She frowned at him. Then the smell of the stuff in the tumbler was
wafted to her. The green baize door came before her, almost tangible,
and the book-room as it was the night her father died, when last she had
smelt whisky as she and Wullie knelt on the floor beside him.
"Here, take it," she cried, starting up wildly. "Take it away! I'd die
if I drank it."
"What in hell--" began the man, staring after her.

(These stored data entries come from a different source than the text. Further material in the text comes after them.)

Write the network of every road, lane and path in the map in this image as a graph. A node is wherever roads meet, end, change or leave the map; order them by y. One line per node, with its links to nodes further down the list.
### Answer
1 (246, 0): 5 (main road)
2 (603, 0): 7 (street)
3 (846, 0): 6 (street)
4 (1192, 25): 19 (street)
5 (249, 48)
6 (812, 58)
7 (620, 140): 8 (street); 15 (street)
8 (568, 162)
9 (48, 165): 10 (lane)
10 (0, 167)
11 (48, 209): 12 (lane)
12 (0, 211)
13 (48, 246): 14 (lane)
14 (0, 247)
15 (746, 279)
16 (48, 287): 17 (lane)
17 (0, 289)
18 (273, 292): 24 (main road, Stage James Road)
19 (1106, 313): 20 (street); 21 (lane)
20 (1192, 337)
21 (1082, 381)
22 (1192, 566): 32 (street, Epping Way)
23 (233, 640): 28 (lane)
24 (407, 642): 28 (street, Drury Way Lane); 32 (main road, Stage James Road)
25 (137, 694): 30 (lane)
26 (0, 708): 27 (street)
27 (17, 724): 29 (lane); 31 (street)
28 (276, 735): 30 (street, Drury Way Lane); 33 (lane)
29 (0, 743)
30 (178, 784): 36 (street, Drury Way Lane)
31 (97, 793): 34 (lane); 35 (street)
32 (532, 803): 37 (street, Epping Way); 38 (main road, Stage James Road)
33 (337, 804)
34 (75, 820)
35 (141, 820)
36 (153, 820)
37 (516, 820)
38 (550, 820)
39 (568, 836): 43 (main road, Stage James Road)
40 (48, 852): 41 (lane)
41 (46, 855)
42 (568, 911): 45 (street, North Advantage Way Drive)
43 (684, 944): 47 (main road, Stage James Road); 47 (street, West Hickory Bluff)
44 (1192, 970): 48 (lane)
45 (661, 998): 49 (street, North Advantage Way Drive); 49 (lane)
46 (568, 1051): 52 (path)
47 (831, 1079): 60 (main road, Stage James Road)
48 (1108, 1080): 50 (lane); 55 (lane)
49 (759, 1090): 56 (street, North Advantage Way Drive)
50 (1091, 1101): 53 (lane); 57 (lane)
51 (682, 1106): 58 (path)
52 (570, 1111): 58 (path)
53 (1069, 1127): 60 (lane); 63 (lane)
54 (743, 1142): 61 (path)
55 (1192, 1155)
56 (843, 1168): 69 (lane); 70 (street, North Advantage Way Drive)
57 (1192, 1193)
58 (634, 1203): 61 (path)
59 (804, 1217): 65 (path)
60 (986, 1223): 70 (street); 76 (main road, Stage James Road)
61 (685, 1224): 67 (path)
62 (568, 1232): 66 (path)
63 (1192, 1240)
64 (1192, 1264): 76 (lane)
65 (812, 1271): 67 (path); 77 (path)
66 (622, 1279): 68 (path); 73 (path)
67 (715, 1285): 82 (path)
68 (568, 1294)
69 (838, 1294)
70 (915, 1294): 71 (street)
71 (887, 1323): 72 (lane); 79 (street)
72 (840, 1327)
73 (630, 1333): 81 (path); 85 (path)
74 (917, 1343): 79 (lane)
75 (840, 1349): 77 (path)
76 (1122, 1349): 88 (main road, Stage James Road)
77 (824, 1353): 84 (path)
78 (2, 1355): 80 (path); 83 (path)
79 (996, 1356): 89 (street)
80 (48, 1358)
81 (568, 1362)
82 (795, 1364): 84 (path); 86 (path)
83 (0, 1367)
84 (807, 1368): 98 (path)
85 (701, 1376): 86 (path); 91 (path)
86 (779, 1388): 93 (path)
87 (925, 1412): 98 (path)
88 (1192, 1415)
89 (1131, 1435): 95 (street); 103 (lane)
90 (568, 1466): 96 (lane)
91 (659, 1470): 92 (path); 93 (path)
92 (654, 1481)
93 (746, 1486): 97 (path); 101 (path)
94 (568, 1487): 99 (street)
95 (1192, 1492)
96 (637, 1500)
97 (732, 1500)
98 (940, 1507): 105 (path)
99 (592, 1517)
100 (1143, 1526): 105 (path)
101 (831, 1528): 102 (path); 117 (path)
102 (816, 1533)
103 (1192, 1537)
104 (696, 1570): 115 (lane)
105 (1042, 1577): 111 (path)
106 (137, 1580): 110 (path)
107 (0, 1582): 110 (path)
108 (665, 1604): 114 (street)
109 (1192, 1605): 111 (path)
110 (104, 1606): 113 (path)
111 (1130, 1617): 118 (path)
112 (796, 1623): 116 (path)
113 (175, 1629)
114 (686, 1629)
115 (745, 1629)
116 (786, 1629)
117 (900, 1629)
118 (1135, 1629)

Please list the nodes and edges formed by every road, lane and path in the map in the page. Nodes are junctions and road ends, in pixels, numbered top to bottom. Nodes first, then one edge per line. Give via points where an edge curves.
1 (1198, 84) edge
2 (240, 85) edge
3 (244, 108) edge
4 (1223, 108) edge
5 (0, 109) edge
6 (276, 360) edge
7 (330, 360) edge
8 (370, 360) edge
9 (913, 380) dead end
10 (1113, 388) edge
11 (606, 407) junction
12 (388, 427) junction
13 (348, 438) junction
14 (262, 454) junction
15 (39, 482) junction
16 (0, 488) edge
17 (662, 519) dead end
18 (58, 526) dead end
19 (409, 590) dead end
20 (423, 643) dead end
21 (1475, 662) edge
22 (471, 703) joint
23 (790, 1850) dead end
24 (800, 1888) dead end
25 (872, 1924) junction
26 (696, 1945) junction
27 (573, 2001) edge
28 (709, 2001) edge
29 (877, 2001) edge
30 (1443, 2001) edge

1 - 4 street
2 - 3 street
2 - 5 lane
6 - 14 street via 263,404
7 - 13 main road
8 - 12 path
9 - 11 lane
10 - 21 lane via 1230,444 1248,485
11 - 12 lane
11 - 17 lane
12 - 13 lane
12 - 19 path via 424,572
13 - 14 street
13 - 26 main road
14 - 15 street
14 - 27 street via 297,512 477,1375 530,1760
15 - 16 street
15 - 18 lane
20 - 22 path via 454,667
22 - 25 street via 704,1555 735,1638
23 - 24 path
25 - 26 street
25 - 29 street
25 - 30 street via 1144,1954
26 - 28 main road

But she was already down the companion-way and rushing towards her
cabin. All the misery of her father's death and illness had swept back
upon her. It was quite true, as Aunt Janet had said, that nothing would
kill that pain until she had schooled herself not to feel. She felt the
literal, physical weight of all that misery as she ran along the
alley-way, her eyes swimming, her face flushed.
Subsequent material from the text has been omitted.